+++ The records

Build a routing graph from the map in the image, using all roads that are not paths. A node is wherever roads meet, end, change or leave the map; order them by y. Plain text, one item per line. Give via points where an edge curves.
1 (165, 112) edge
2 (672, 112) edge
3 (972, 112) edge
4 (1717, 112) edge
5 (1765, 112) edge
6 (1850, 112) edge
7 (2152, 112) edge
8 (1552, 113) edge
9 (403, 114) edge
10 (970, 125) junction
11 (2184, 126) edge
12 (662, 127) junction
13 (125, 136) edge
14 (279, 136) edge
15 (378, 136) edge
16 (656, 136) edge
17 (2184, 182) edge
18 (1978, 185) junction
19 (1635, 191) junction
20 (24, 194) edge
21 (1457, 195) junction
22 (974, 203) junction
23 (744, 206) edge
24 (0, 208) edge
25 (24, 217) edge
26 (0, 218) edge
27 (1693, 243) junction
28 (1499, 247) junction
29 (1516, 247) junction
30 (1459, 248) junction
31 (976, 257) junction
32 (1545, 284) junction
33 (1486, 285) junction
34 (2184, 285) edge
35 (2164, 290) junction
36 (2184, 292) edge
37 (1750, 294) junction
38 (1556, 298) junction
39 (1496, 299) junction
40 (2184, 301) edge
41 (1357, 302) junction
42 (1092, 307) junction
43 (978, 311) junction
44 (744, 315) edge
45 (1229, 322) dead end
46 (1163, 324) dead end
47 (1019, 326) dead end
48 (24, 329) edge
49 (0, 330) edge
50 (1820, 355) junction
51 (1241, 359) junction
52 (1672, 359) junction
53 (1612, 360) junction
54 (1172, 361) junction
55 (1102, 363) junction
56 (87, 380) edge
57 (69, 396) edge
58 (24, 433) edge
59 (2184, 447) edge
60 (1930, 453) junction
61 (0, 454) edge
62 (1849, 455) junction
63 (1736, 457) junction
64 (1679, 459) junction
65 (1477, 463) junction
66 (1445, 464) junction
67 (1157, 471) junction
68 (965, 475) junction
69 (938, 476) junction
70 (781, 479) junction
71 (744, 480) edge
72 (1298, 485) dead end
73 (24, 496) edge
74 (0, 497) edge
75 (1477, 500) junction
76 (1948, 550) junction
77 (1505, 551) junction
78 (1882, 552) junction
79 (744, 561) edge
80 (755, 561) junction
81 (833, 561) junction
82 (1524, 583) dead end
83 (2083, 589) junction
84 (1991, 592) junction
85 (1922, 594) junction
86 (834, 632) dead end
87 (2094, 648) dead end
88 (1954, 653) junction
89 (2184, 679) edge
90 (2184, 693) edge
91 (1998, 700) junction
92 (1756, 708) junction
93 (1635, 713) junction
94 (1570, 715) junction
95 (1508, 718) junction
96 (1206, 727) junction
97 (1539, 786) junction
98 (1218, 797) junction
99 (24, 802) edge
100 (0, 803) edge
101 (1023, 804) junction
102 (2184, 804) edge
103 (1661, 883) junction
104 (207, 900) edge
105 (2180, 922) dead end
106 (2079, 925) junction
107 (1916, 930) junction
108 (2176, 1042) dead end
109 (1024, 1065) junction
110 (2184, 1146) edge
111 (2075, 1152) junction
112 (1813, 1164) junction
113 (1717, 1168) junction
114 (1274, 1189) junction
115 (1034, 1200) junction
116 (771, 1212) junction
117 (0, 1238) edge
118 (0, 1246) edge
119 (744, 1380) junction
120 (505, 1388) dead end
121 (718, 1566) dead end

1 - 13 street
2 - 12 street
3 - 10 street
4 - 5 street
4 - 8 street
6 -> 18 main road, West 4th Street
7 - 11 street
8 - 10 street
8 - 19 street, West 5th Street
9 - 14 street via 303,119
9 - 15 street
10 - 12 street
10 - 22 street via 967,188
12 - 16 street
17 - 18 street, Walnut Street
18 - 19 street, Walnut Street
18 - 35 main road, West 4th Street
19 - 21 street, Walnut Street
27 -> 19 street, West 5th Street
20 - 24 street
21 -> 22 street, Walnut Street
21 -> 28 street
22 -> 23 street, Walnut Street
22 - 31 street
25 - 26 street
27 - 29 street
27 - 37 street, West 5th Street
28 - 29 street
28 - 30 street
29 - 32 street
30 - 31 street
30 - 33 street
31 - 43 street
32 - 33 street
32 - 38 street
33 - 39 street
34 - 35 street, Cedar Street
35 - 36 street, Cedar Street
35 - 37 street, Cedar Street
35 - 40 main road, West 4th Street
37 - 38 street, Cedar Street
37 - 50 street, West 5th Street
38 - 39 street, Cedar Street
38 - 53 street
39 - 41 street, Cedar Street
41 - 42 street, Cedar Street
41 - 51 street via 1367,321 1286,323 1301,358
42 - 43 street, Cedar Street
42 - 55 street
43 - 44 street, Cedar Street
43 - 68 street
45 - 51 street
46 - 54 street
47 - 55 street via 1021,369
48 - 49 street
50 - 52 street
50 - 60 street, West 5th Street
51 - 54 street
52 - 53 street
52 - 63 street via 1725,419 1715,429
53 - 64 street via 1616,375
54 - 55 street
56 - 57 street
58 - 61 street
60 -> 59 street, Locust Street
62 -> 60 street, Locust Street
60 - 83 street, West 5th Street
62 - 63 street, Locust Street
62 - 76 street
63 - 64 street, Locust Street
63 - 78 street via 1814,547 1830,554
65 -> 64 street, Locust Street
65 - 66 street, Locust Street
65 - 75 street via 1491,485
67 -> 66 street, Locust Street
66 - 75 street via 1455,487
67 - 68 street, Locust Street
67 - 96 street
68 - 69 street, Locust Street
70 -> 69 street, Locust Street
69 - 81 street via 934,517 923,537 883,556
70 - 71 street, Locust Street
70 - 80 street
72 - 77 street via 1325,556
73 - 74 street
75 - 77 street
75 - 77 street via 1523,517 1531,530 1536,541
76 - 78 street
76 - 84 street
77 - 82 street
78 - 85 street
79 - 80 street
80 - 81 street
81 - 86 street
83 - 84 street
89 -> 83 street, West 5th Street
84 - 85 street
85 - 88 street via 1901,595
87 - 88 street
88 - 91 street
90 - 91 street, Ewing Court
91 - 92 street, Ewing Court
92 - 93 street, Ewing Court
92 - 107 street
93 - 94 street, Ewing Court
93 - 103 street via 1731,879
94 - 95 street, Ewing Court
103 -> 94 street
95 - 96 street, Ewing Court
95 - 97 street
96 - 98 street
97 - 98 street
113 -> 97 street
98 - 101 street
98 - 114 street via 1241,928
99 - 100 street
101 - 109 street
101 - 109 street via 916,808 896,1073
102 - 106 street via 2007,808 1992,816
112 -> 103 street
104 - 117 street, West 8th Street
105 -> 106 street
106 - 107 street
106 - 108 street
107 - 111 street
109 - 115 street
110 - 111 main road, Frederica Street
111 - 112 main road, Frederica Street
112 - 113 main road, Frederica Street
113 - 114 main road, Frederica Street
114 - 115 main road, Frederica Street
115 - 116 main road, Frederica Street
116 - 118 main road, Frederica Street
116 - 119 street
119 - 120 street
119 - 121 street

++++++

A faithful copy of every record is required; output it in full.

Answer for this exercise:
Build a routing graph from the map in the image, using all roads that are not paths. A node is wherever roads meet, end, change or leave the map; order them by y. Plain text, one item per line. Give via points where an edge curves.
1 (165, 112) edge
2 (672, 112) edge
3 (972, 112) edge
4 (1717, 112) edge
5 (1765, 112) edge
6 (1850, 112) edge
7 (2152, 112) edge
8 (1552, 113) edge
9 (403, 114) edge
10 (970, 125) junction
11 (2184, 126) edge
12 (662, 127) junction
13 (125, 136) edge
14 (279, 136) edge
15 (378, 136) edge
16 (656, 136) edge
17 (2184, 182) edge
18 (1978, 185) junction
19 (1635, 191) junction
20 (24, 194) edge
21 (1457, 195) junction
22 (974, 203) junction
23 (744, 206) edge
24 (0, 208) edge
25 (24, 217) edge
26 (0, 218) edge
27 (1693, 243) junction
28 (1499, 247) junction
29 (1516, 247) junction
30 (1459, 248) junction
31 (976, 257) junction
32 (1545, 284) junction
33 (1486, 285) junction
34 (2184, 285) edge
35 (2164, 290) junction
36 (2184, 292) edge
37 (1750, 294) junction
38 (1556, 298) junction
39 (1496, 299) junction
40 (2184, 301) edge
41 (1357, 302) junction
42 (1092, 307) junction
43 (978, 311) junction
44 (744, 315) edge
45 (1229, 322) dead end
46 (1163, 324) dead end
47 (1019, 326) dead end
48 (24, 329) edge
49 (0, 330) edge
50 (1820, 355) junction
51 (1241, 359) junction
52 (1672, 359) junction
53 (1612, 360) junction
54 (1172, 361) junction
55 (1102, 363) junction
56 (87, 380) edge
57 (69, 396) edge
58 (24, 433) edge
59 (2184, 447) edge
60 (1930, 453) junction
61 (0, 454) edge
62 (1849, 455) junction
63 (1736, 457) junction
64 (1679, 459) junction
65 (1477, 463) junction
66 (1445, 464) junction
67 (1157, 471) junction
68 (965, 475) junction
69 (938, 476) junction
70 (781, 479) junction
71 (744, 480) edge
72 (1298, 485) dead end
73 (24, 496) edge
74 (0, 497) edge
75 (1477, 500) junction
76 (1948, 550) junction
77 (1505, 551) junction
78 (1882, 552) junction
79 (744, 561) edge
80 (755, 561) junction
81 (833, 561) junction
82 (1524, 583) dead end
83 (2083, 589) junction
84 (1991, 592) junction
85 (1922, 594) junction
86 (834, 632) dead end
87 (2094, 648) dead end
88 (1954, 653) junction
89 (2184, 679) edge
90 (2184, 693) edge
91 (1998, 700) junction
92 (1756, 708) junction
93 (1635, 713) junction
94 (1570, 715) junction
95 (1508, 718) junction
96 (1206, 727) junction
97 (1539, 786) junction
98 (1218, 797) junction
99 (24, 802) edge
100 (0, 803) edge
101 (1023, 804) junction
102 (2184, 804) edge
103 (1661, 883) junction
104 (207, 900) edge
105 (2180, 922) dead end
106 (2079, 925) junction
107 (1916, 930) junction
108 (2176, 1042) dead end
109 (1024, 1065) junction
110 (2184, 1146) edge
111 (2075, 1152) junction
112 (1813, 1164) junction
113 (1717, 1168) junction
114 (1274, 1189) junction
115 (1034, 1200) junction
116 (771, 1212) junction
117 (0, 1238) edge
118 (0, 1246) edge
119 (744, 1380) junction
120 (505, 1388) dead end
121 (718, 1566) dead end

1 - 13 street
2 - 12 street
3 - 10 street
4 - 5 street
4 - 8 street
6 -> 18 main road, West 4th Street
7 - 11 street
8 - 10 street
8 - 19 street, West 5th Street
9 - 14 street via 303,119
9 - 15 street
10 - 12 street
10 - 22 street via 967,188
12 - 16 street
17 - 18 street, Walnut Street
18 - 19 street, Walnut Street
18 - 35 main road, West 4th Street
19 - 21 street, Walnut Street
27 -> 19 street, West 5th Street
20 - 24 street
21 -> 22 street, Walnut Street
21 -> 28 street
22 -> 23 street, Walnut Street
22 - 31 street
25 - 26 street
27 - 29 street
27 - 37 street, West 5th Street
28 - 29 street
28 - 30 street
29 - 32 street
30 - 31 street
30 - 33 street
31 - 43 street
32 - 33 street
32 - 38 street
33 - 39 street
34 - 35 street, Cedar Street
35 - 36 street, Cedar Street
35 - 37 street, Cedar Street
35 - 40 main road, West 4th Street
37 - 38 street, Cedar Street
37 - 50 street, West 5th Street
38 - 39 street, Cedar Street
38 - 53 street
39 - 41 street, Cedar Street
41 - 42 street, Cedar Street
41 - 51 street via 1367,321 1286,323 1301,358
42 - 43 street, Cedar Street
42 - 55 street
43 - 44 street, Cedar Street
43 - 68 street
45 - 51 street
46 - 54 street
47 - 55 street via 1021,369
48 - 49 street
50 - 52 street
50 - 60 street, West 5th Street
51 - 54 street
52 - 53 street
52 - 63 street via 1725,419 1715,429
53 - 64 street via 1616,375
54 - 55 street
56 - 57 street
58 - 61 street
60 -> 59 street, Locust Street
62 -> 60 street, Locust Street
60 - 83 street, West 5th Street
62 - 63 street, Locust Street
62 - 76 street
63 - 64 street, Locust Street
63 - 78 street via 1814,547 1830,554
65 -> 64 street, Locust Street
65 - 66 street, Locust Street
65 - 75 street via 1491,485
67 -> 66 street, Locust Street
66 - 75 street via 1455,487
67 - 68 street, Locust Street
67 - 96 street
68 - 69 street, Locust Street
70 -> 69 street, Locust Street
69 - 81 street via 934,517 923,537 883,556
70 - 71 street, Locust Street
70 - 80 street
72 - 77 street via 1325,556
73 - 74 street
75 - 77 street
75 - 77 street via 1523,517 1531,530 1536,541
76 - 78 street
76 - 84 street
77 - 82 street
78 - 85 street
79 - 80 street
80 - 81 street
81 - 86 street
83 - 84 street
89 -> 83 street, West 5th Street
84 - 85 street
85 - 88 street via 1901,595
87 - 88 street
88 - 91 street
90 - 91 street, Ewing Court
91 - 92 street, Ewing Court
92 - 93 street, Ewing Court
92 - 107 street
93 - 94 street, Ewing Court
93 - 103 street via 1731,879
94 - 95 street, Ewing Court
103 -> 94 street
95 - 96 street, Ewing Court
95 - 97 street
96 - 98 street
97 - 98 street
113 -> 97 street
98 - 101 street
98 - 114 street via 1241,928
99 - 100 street
101 - 109 street
101 - 109 street via 916,808 896,1073
102 - 106 street via 2007,808 1992,816
112 -> 103 street
104 - 117 street, West 8th Street
105 -> 106 street
106 - 107 street
106 - 108 street
107 - 111 street
109 - 115 street
110 - 111 main road, Frederica Street
111 - 112 main road, Frederica Street
112 - 113 main road, Frederica Street
113 - 114 main road, Frederica Street
114 - 115 main road, Frederica Street
115 - 116 main road, Frederica Street
116 - 118 main road, Frederica Street
116 - 119 street
119 - 120 street
119 - 121 street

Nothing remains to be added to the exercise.